What the Model Y L is
The "L" stands for length. Tesla has extended the wheelbase by 150 mm (5.9 inches) to 3,040 mm and added roughly 180 mm (7 inches) to the overall body, and used that space for a proper third row rather than a squeezed-in bench. The result is a 2+2+2, six-seat cabin instead of the seven-seat layout Tesla offered on the original three-row Model Y years ago.
Produced at Giga Texas, the Model Y L is rated at 325 miles (about 523 km) of range on the US EPA cycle. That places it comfortably between the standard Model Y and the discontinued Model X in both size and capability, without stepping up to Falcon-wing complexity.
Pricing and the Launch Series
The car arrives first as a Launch Series priced at $61,990 — notably more than Tesla's own Model Y Performance and above both of its main three-row electric rivals. Tesla is sweetening the early-adopter deal with a bundle of included extras.

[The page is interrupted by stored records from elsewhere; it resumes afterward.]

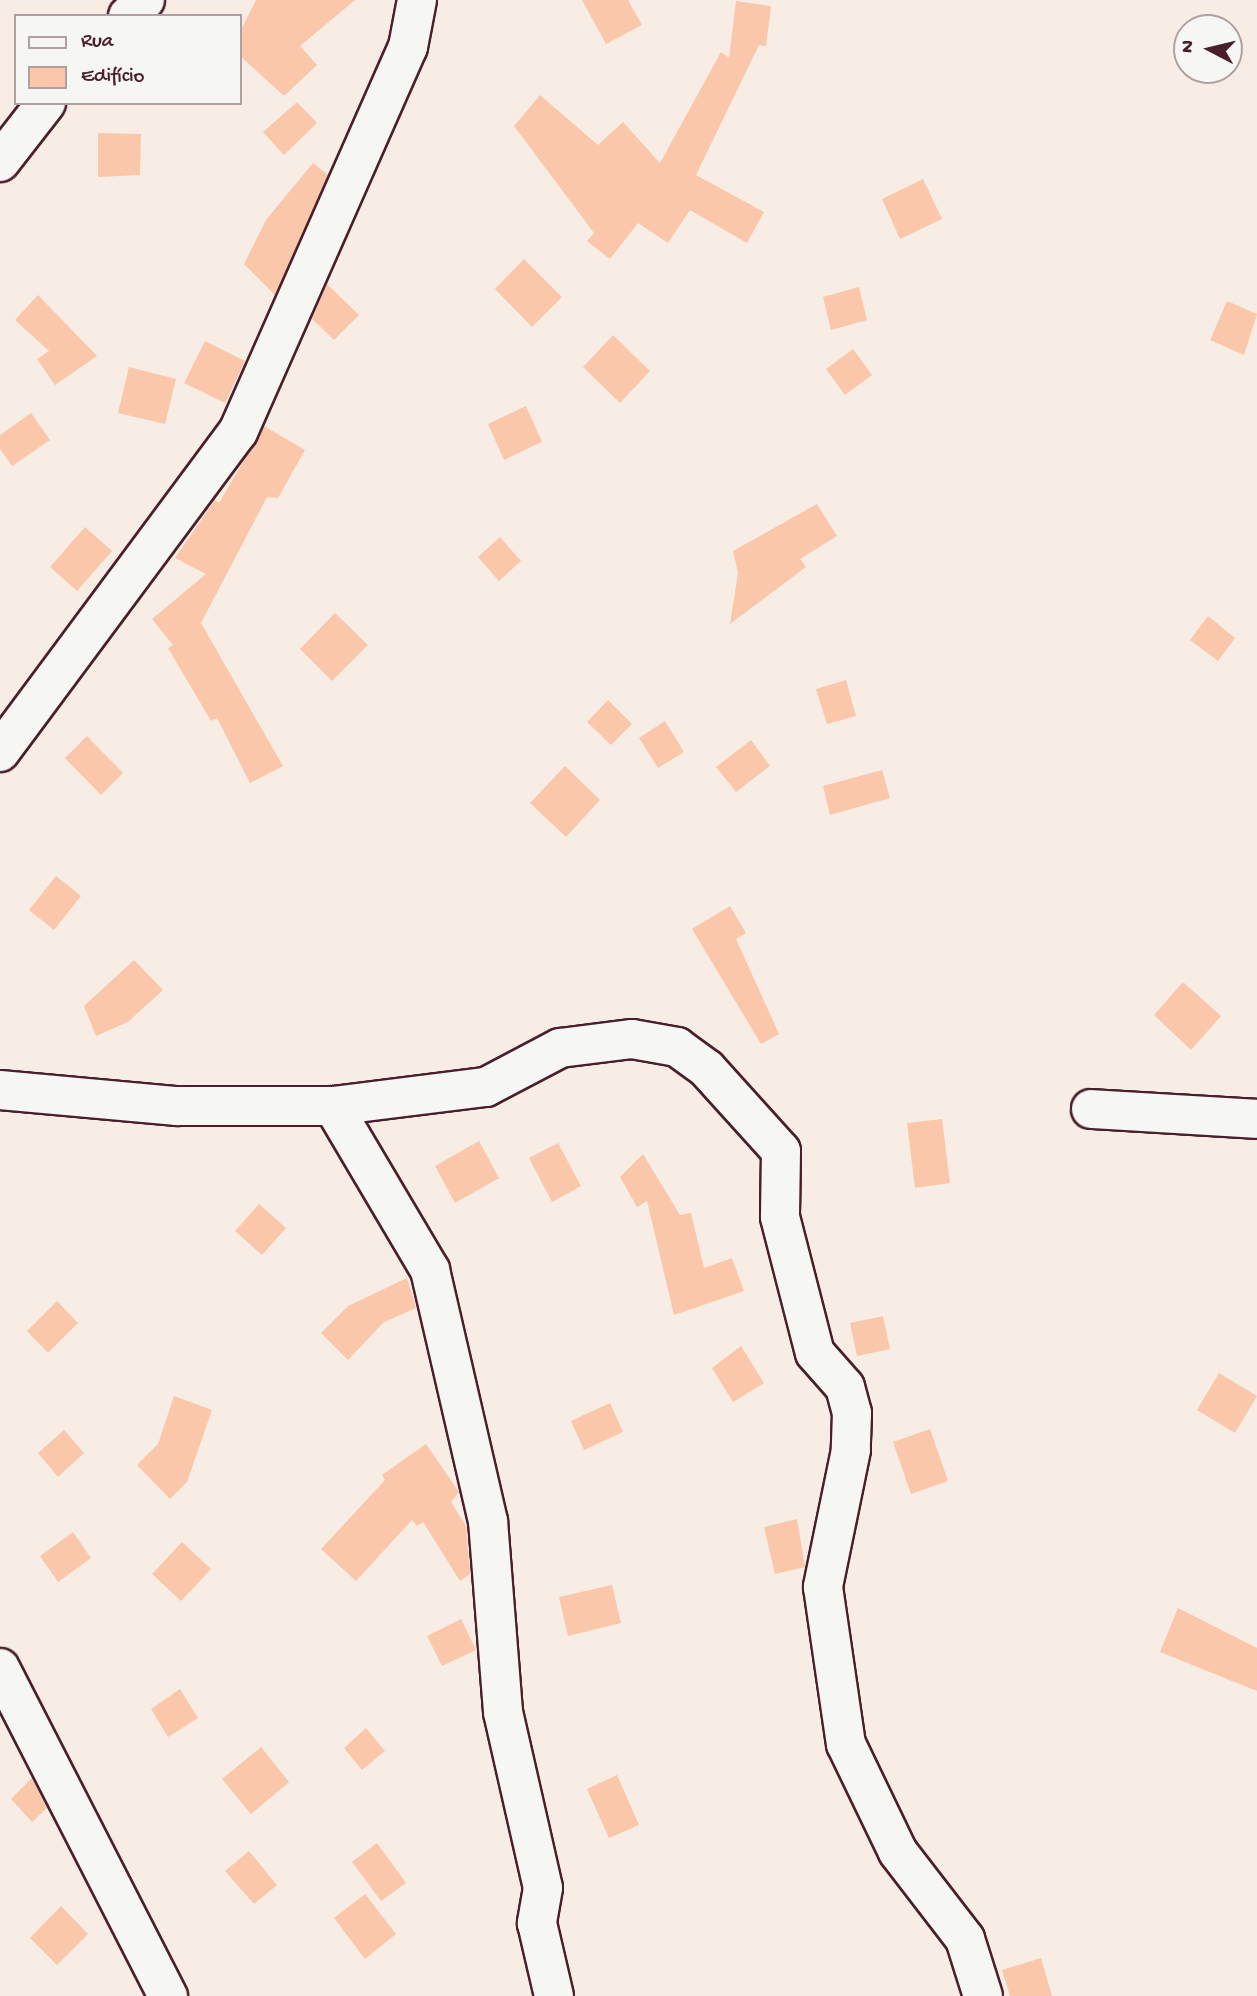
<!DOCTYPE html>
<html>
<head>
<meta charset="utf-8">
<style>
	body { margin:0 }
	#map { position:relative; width:1257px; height:1996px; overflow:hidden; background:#f7ede4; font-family:"Gochi Hand",sans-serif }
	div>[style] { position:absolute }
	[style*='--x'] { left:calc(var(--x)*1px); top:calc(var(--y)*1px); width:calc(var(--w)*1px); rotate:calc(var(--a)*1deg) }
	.building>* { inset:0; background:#fac7aa }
	.roads { filter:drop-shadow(2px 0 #4a1f2b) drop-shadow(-2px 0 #4a1f2b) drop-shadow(0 2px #4a1f2b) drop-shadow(0 -2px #4a1f2b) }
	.street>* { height:38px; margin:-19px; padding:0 19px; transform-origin:19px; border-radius:19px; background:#f6f6f2 }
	span { translate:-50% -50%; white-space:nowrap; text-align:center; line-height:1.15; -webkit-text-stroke:7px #f6f6f2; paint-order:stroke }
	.legend { position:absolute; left:14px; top:14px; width:228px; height:91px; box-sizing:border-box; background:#f6f6f2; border:2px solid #b1a0a2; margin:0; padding:9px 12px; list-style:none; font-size:21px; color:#4a1f2b }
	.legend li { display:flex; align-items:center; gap:14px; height:35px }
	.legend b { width:35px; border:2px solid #b1a0a2 }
	.north { position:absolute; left:1173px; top:14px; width:70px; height:70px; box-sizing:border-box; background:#f6f6f2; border:2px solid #b1a0a2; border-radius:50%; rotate:277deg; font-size:19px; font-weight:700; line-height:28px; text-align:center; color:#4a1f2b }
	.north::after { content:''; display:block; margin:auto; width:24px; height:32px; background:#4a1f2b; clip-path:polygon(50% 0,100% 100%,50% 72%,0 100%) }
</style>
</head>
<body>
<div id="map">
	<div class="building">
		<div style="clip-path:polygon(256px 0,355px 0,300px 46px,317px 65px,284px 96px,240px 56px,240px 32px)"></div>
		<div style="clip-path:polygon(582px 0,628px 0,642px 25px,606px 44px)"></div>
		<div style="clip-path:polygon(736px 1px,771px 6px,766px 46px,759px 45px,696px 175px,764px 212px,747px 243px,690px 210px,668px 243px,638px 223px,610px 259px,587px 241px,594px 233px,514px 126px,540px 95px,598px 145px,623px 122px,660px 163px,721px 52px,729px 58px)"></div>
		<div style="clip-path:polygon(297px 102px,317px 123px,284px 155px,263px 132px)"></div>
		<div style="clip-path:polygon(98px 133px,141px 134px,140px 175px,98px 177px)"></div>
		<div style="clip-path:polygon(313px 163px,328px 175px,275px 295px,244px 264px,266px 220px)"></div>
		<div style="clip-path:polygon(923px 179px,942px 219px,900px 239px,882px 199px)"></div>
		<div style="clip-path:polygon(524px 259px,562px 297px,532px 327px,495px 289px)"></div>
		<div style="clip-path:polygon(327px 284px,359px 315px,334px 340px,312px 319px)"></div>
		<div style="clip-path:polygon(859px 287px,867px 320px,831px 330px,823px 297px)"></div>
		<div style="clip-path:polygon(38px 295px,97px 356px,55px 385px,37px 359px,49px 351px,15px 320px)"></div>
		<div style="clip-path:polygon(1227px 301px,1257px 314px,1244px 355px,1210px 340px)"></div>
		<div style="clip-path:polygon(613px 335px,650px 371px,620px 403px,583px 367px)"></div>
		<div style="clip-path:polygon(205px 341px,245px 361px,225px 403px,184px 383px)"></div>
		<div style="clip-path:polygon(853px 349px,872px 375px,845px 395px,826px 369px)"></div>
		<div style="clip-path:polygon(129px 367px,176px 379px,165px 424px,118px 413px)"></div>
		<div style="clip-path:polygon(526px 406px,542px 442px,504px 460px,488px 424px)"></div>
		<div style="clip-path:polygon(31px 413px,50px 440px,12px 466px,0 449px,0 435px)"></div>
		<div style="clip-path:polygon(264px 426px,305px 450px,278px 498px,267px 497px,201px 623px,283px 766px,250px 783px,217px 718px,211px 721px,168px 648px,173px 645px,152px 619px,206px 574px,175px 558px,215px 500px,219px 503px)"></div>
		<div style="clip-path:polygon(817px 504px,837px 536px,800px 559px,806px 567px,730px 624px,738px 573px,733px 551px)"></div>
		<div style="clip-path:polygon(85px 527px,112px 551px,77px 591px,50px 567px)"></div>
		<div style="clip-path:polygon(500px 537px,521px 561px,499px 581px,478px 557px)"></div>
		<div style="clip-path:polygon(335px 613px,368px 645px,332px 681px,300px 649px)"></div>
		<div style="clip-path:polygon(1208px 616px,1235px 638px,1218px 661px,1190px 640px)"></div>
		<div style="clip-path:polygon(846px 680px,856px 716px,827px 724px,816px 689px)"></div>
		<div style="clip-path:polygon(608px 700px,632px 724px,611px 745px,587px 722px)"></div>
		<div style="clip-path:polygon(665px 721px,684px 752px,658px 768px,639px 738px)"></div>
		<div style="clip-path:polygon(87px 736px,123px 773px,101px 795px,65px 758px)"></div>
		<div style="clip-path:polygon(751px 740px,770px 766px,736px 792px,716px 767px)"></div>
		<div style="clip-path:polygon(565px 766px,600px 800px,566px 837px,530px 803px)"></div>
		<div style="clip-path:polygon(882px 770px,890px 798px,830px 815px,823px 786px)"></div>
		<div style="clip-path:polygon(56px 876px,81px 896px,54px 930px,29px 910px)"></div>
		<div style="clip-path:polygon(730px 906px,746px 933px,736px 939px,779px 1034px,761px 1044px,692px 929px)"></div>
		<div style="clip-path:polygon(134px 960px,163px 990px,128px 1022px,96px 1036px,84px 1006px)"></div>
		<div style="clip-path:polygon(1183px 982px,1221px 1016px,1191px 1050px,1154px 1015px)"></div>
		<div style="clip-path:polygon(942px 1119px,950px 1183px,915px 1188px,907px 1123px)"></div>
		<div style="clip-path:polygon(479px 1141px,499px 1178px,455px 1203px,435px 1166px)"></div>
		<div style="clip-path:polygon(558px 1143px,581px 1186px,552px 1202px,529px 1158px)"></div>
		<div style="clip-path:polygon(643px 1154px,680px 1215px,691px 1213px,704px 1268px,732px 1258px,744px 1291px,674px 1315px,647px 1201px,637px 1207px,620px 1177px)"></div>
		<div style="clip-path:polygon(259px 1204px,286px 1228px,262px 1255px,235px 1231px)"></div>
		<div style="clip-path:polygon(407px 1278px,416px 1308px,384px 1322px,348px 1360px,321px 1333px,348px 1306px)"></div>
		<div style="clip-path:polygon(57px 1301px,78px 1323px,48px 1353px,27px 1331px)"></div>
		<div style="clip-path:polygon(883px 1316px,890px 1349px,857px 1356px,850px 1323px)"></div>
		<div style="clip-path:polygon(741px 1346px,764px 1383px,733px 1402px,712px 1368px)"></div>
		<div style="clip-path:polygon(1219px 1373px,1257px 1396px,1235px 1433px,1197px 1410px)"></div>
		<div style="clip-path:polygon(174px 1396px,212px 1410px,187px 1482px,170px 1499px,137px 1465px,158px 1444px)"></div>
		<div style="clip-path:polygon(610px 1403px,623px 1432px,584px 1450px,571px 1421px)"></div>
		<div style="clip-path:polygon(930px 1429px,948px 1481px,911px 1494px,893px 1442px)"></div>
		<div style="clip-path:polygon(64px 1430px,84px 1453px,58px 1477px,38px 1453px)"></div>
		<div style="clip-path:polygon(426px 1444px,459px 1492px,451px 1502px,466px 1526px,470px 1574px,460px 1581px,423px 1522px,417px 1526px,412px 1520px,356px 1581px,321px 1549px,385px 1480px,382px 1475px)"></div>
		<div style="clip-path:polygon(797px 1519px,805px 1567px,775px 1574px,764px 1527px)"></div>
		<div style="clip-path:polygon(73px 1532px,91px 1558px,58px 1582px,40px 1556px)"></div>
		<div style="clip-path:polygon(182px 1542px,211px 1569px,181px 1601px,152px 1574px)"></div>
		<div style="clip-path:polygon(612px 1585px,621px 1623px,568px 1636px,559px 1597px)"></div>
		<div style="clip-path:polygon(1178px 1608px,1257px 1648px,1257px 1691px,1160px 1652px)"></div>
		<div style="clip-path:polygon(461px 1619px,476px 1650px,442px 1666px,427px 1636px)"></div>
		<div style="clip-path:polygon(180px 1689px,198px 1718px,168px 1737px,151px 1709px)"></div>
		<div style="clip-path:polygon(366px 1728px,385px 1751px,362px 1770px,344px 1748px)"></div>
		<div style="clip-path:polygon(261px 1747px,289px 1782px,251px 1814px,222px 1779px)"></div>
		<div style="clip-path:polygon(617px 1775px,639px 1825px,609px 1838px,587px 1789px)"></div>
		<div style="clip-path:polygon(32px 1778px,47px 1808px,32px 1822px,11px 1799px)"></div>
		<div style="clip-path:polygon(377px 1843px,406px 1883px,381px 1901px,352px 1862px)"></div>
		<div style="clip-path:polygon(249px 1851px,277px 1885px,254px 1904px,225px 1871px)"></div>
		<div style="clip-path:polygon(365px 1894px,396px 1934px,365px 1959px,334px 1918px)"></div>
		<div style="clip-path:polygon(61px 1906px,88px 1934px,57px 1965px,30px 1938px)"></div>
		<div style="clip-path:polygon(1041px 1958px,1052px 1996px,1010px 1996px,1002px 1970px)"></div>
	</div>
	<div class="roads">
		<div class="street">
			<div style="--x:128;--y:16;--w:23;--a:-43"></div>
			<div style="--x:0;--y:162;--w:75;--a:-52.1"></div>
			<div style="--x:0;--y:752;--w:399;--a:-53.4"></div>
			<div style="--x:238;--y:432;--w:421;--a:-66.2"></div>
			<div style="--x:408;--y:47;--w:48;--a:-79.2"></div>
			<div style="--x:0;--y:1090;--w:178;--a:5.2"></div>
			<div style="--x:177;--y:1106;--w:156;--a:0"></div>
			<div style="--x:333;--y:1106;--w:154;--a:-7.1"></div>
			<div style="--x:486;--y:1087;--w:84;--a:-27.8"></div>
			<div style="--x:560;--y:1048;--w:73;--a:-7.1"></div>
			<div style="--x:632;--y:1039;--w:46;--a:10.1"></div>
			<div style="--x:677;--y:1047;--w:37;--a:36"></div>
			<div style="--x:707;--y:1069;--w:110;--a:47.9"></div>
			<div style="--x:781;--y:1151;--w:66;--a:90.9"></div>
			<div style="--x:780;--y:1217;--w:140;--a:75.6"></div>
			<div style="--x:815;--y:1353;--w:45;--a:48.6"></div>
			<div style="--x:845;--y:1387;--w:27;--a:75"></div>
			<div style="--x:852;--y:1413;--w:37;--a:92"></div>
			<div style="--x:851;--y:1450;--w:140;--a:101.6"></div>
			<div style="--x:823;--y:1587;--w:159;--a:81.7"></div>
			<div style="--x:846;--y:1744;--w:120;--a:64.3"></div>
			<div style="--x:898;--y:1852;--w:110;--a:52.4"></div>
			<div style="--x:965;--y:1939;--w:60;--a:72.5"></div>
			<div style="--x:333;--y:1106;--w:191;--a:59.4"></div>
			<div style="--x:430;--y:1270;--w:258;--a:77"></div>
			<div style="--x:488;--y:1521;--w:192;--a:85.5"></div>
			<div style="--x:503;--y:1712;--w:180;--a:77.2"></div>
			<div style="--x:543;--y:1888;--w:36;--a:100"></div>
			<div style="--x:537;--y:1923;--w:75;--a:76.9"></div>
			<div style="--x:1091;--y:1109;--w:166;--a:3.4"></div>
			<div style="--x:0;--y:1668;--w:369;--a:62.9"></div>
		</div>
	</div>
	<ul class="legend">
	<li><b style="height:9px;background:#f6f6f2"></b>Rua</li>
	<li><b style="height:19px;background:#fac7aa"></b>Edifício</li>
	</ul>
	<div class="north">N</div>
</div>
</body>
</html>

| Model Y L Launch Series | Detail |
|---|---|
| Price | $61,990 |
| Seats | 6 (2+2+2) |
| Range | 325 miles (EPA) |
| Included | 1 year Full Self-Driving (Supervised) |
| Included | 1 year free Supercharging |
| Included | 1 year Premium Connectivity |
How it stacks up
On sticker price, the Model Y L lands above the established three-row electric SUVs it now competes with. The Kia EV9 starts at $54,900 with up to 304 miles of range, and the Hyundai Ioniq 9 opens at $58,955 with up to 335 miles. Tesla's counter is the Supercharger network, its software stack, and the Launch Series perks — but buyers are being asked to pay a premium for the badge and the tech.
What it means for Europe
For now, the Model Y L is a North American and Middle Eastern story. Tesla has not announced European availability, and there is no configurator for it in any EU market. European families who want a three-row Tesla still have no option to order — the standard Model Y remains the only choice, and it tops out at five seats.
Giga Berlin builds the Model Y for Europe, so a future European Model Y L is technically plausible, but Tesla has confirmed nothing. Until it does, the six-seat variant should be treated as a US launch with an open question mark over whether — and when — it crosses the Atlantic.